Nome bíblico, forte, comum. Fácil de se pronunciar. Mas não era nenhum desses adjetivos que o fazia gostar de seu nome. Gostava da história por trás: ser um nome de anjo.

Era isso o que sua mãe sempre lhe dizia: que ele era um anjo. Gabriel sabia o motivo disso. Não era porque ela esperava um bebê há muito tempo, ou qualquer história bonita que se dá ao nascimento de uma criança. Na verdade, era pelo contraste que a sua história tão sem graça tinha com outra. A história do seu irmão.

Sabia que seus pais sentiam falta de seu irmão.

E talvez fosse por isso que Gabriel sempre teve a obsessão com a ideia de Deus. Em sua casa, todos pareciam adorar um diferente. Seu pai aconchegava-se na poltrona, para dar graças aos deuses da mídia, depois de um longo dia de trabalho. Seu irmão perdeu-se na tentativa de fugir da própria realidade e encontrar Deus em substâncias químicas. E sua mãe encontrou uma saída na fé católica.

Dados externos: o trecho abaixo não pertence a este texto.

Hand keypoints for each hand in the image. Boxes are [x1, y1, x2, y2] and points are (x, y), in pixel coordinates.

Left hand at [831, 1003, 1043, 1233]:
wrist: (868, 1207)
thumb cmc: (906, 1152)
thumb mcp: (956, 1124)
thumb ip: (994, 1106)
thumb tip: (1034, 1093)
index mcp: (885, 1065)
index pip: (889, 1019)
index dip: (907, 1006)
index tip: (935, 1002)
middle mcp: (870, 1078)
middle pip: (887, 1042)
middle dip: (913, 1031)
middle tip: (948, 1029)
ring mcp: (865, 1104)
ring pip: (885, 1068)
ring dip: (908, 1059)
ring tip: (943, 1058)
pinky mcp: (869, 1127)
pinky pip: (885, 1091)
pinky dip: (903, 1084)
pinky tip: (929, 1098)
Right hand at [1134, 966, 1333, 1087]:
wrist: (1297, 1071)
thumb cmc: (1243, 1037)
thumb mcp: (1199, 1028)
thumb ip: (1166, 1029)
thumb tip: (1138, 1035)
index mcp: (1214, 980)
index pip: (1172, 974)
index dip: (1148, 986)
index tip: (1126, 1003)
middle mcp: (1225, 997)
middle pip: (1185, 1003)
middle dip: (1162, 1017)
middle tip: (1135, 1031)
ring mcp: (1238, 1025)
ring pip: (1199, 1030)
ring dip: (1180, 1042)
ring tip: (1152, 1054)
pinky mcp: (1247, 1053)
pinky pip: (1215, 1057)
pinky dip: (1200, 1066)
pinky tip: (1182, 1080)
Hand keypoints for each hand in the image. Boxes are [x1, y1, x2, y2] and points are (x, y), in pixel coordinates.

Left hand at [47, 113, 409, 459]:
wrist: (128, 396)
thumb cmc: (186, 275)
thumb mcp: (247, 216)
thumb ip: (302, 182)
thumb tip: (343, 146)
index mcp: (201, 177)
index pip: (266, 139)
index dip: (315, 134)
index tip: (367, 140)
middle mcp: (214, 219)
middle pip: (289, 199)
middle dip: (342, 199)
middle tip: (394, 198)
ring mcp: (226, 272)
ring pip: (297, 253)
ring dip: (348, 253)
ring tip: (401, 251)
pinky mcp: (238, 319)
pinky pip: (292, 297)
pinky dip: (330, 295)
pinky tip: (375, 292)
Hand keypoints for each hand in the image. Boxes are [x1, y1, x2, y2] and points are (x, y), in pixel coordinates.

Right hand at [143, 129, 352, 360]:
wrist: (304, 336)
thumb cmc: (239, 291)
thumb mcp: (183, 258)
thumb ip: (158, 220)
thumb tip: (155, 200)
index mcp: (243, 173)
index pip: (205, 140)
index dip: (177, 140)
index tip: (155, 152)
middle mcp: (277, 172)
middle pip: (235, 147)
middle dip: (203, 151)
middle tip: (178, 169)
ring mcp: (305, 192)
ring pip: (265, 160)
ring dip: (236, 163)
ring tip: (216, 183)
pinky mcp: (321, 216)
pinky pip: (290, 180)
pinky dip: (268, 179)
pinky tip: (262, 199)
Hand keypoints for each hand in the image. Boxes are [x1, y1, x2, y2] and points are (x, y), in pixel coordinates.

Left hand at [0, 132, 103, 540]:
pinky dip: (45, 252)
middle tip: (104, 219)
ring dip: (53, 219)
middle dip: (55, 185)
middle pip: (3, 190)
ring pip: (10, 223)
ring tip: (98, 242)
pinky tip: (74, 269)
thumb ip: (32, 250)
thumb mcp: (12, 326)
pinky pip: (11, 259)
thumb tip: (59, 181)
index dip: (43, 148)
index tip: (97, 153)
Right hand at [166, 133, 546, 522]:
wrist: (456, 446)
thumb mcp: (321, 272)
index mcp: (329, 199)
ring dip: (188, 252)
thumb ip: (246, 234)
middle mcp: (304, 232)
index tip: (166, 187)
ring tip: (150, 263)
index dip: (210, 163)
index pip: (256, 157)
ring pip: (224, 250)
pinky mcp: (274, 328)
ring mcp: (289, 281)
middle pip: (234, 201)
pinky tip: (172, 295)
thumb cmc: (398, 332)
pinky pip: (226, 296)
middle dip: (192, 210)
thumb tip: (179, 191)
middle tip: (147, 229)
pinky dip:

Vivendo sob a vista do Cristo Redentor, por muito tempo acreditou que aquele era o Deus que a sua mãe tanto adorava. Não demorou até que a suas limitadas faculdades mentais infantis começassem a gerar uma nova obsessão: ouvir a voz de Deus.

A voz de Deus que tanto se pregavam nos templos. Nunca a ouviu. Só ouvia voz dos homens que tentavam emular as palavras e ensinamentos. Mas, no final das contas, eram isso: homens. E nunca deixariam de ser.

Talvez por essa razão que importunou a sua mãe até irem ao Cristo. Mas, ao chegar lá, não ouviu a voz de Deus. Só barulho, o vento, conversas, flash de câmeras. Nunca havia estado dentro de uma multidão tão vasta, mas, ao mesmo tempo, nunca se sentiu tão sozinho.

Os anos passaram, e chegou a idade de ir para a escola. Aprendeu tantas coisas, coisas novas e que nunca imaginaria existir, mas nunca tirou da cabeça a vontade de ouvir a voz de Deus. A voz d’Ele poderia estar em algum canto do universo? Ou na ciência das palavras? Talvez nos números, ou em algum lugar no tempo. Não sabia, mas sabia que não a escutava, por onde quer que procurasse.

Tinha um buraco dentro do seu peito do tamanho da sua saudade.

Saudade de algo que nunca teve. Nunca conheceu.

Foi quando chegou ao ensino médio e passou a ter aulas de filosofia que então se decidiu: queria se tornar padre. Achou que uma vida inteira dedicada aos ensinamentos e à igreja seria a sua passagem para ouvir a voz de Deus.

Entretanto, o caminho não fora assim tão fácil. Teve de resistir às tentações. Teve de se matricular em uma faculdade de filosofia. Teve de ouvir homens falando sobre assuntos humanos, o qual não tinha o menor interesse. Gostaria de ouvir Deus falando sobre assuntos divinos.

Da maneira em que se aplicou naquilo, passou os quatro anos da faculdade como um espaço em branco. Não fez amigos, não criou novos pensamentos. Estava focado em apenas um objetivo. E conseguiu. Ou achou que conseguiu, quando entrou ao seminário.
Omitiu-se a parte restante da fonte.